Want to know how the professional beauty industry is perceived by other local businesses? By potential clients? Guidance counselors (who recommend for or against going to cosmetology school)? Legislators (who create the regulations that govern our industry)? The Department of Education (who funds education for our future professionals)? Every one of those perceptions begins in your chair and that of the stylist next to you. Yes, our industry has several important associations that advocate for each of us to state governments, state boards and the various departments of the federal government. If you can join the groups—better yet, get involved—you can help shape those perceptions on a larger scale. But the bottom line is that every perception a government professional has of our industry starts and ends with each and every beauty student and beauty professional, including you.
Does that sound like a big responsibility? It is. The industry’s image rests on the shoulders of each of us. No matter where we work—from New York City to New Orleans, from Boston to Broadview Heights, Ohio— beauty professional are in high profile positions in all of our communities. But here’s what’s beautiful about that: The steps you can take to represent for our industry are the exact same steps that will earn you more clients, bigger tickets and a better lifestyle long term.
• Dress for success.
As my friend, salon owner and educator Joe Santy always says, “Dress for what you want to achieve, not for where you are today.” Put another way, present yourself in a way that says “I’m worth any price I want to charge.”Think about the power in that practice.
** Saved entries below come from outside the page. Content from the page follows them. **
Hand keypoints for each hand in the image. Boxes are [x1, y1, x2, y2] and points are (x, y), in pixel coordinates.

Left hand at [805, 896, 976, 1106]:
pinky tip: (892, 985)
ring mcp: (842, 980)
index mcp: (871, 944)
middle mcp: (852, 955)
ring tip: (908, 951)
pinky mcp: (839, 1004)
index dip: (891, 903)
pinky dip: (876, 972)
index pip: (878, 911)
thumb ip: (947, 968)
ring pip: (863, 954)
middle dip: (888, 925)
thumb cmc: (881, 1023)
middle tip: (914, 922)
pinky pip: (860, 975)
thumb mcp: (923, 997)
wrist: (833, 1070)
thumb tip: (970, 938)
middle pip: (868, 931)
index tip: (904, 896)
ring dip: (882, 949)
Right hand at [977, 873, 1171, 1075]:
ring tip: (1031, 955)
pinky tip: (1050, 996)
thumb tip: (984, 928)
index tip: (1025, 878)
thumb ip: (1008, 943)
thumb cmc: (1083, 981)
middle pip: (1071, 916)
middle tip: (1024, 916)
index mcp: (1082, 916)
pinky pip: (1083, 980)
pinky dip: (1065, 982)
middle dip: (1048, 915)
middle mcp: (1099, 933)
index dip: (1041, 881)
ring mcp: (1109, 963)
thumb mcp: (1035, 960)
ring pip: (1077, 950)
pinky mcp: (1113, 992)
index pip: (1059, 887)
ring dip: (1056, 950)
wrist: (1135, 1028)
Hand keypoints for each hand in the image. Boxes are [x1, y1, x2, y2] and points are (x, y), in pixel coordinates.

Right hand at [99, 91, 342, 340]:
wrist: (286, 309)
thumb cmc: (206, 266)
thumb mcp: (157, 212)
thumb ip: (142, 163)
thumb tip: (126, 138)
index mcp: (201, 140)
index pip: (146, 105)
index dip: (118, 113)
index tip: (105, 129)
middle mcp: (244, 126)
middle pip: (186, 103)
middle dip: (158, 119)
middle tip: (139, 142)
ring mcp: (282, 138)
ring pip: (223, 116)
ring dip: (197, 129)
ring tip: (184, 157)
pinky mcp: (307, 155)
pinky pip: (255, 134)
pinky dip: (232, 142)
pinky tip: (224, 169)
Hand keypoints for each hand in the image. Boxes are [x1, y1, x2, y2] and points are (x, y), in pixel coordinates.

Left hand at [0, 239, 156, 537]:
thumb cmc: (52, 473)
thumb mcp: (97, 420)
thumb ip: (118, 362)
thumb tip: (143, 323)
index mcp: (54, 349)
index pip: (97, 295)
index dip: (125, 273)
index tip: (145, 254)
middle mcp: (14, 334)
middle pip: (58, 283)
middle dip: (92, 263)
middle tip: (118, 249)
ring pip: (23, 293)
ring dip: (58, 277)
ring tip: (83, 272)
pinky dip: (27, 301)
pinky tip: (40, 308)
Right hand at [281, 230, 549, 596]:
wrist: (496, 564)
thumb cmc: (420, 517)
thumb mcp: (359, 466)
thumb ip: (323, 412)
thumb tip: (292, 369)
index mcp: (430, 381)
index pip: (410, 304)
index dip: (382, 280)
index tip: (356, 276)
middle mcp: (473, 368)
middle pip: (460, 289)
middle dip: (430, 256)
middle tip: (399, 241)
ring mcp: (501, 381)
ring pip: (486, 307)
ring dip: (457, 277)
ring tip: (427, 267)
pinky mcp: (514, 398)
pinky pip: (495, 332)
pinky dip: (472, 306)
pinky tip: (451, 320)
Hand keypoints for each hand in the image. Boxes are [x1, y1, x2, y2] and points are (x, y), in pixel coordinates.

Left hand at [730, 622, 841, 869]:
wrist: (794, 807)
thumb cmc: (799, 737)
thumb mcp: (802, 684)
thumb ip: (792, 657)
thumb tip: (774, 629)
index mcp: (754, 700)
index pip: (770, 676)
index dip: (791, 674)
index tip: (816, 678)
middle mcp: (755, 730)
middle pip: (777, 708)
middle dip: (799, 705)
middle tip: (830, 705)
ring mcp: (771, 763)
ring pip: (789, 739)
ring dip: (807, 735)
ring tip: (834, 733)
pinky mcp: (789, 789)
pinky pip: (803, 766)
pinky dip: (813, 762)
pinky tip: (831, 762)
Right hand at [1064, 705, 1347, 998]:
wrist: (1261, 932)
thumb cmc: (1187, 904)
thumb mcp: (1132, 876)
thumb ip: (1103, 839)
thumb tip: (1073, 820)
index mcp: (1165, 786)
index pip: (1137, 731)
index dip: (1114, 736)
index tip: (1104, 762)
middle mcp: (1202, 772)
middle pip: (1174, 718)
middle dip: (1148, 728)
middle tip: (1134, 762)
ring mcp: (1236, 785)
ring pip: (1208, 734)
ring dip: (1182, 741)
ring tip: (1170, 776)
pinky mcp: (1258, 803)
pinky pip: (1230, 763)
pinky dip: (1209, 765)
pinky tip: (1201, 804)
• Always be on time and prepared—
Which means to be there 20 to 30 minutes early and calm and ready for your first client. Never allow a client to arrive before you do. That’s especially important if you’re independent. Worse yet, never rush in and say “What do you want to do today?” Be prepared with a plan.
• Start with a consultation. With every client at every appointment.
Nine out of 10 problems with clients occur because of a lack of a thorough consultation, and more than half of clients who leave their stylists do so because they didn’t feel that the stylist cared about them. Doing the consultation not only solves those challenges, but it gets you in tune with your client and her with you. Trust and credibility begin to build with the consultation. The door to retail recommendations opens. Chances are, your client will decide whether or not she wants to book another service with you by
the end of the consultation—not by the end of the service.
• To quote hair colorist extraordinaire Beth Minardi, “Elevate your technical skills to an art form.”
Perform a great cut and you’ll earn a nice paycheck. Take it to another level, and you’ll involve your client in a surprising experience, which leads to a warm memory. Lots of stylists can offer a great haircut. Only a few can create an experience that tells your client that she’s in the right place. Be the difference.
• Focus on the client—not on the money.
When you dress for success, create an experience and dazzle your clients EVERY time they sit in your chair, the money will come. Professionalism equals better pay.
• Recommend products.
Professionals send their clients home with the products needed to recreate their art every morning. They don’t whine and make excuses that they can’t “sell” because the products in their salon are available in Target or CVS or ULTA. Professionals have a secret weapon the stores don’t: the trust and credibility that they have built with their clients. They focus on the moment they’re creating with their own clients and make the professional, responsible recommendation.
• Rebook the next visit before the client leaves.
It’s not pushy. It shows that you care—about her hair and about your work.
• Shampoo, rinse, repeat.
Follow these steps at the same level of focus with every single guest. That means at every visit, you provide the same thorough consultation, the same creative and technically superior service and the appropriate product recommendations. The professional stylist never says these words: “Same thing as last time?”
• Be accessible.
At every opportunity, invite your clients to reach out to you between visits if they have any questions. Ask them how they like to connect—phone, text, email, Facebook—whatever works best for the two of you. If they don’t reach out, check in on them and make sure they’re loving their hair and have enough product til they see you again.
• Love what you do.
Helping others look and feel more beautiful, giving them the confidence to live their lives the way they desire IS a huge responsibility. But the rewards are even bigger. Take a moment between every client to recognize that what you do every single day is extremely important.
Finally, if you want to be involved with representing your industry on a bigger level, join one of the professional associations that works for all of us every day. From there, start by hosting your local city councilperson or mayor at your salon so you can teach them about your business and your industry. Once you’re comfortable on a local level, your association will help you host state and national legislators.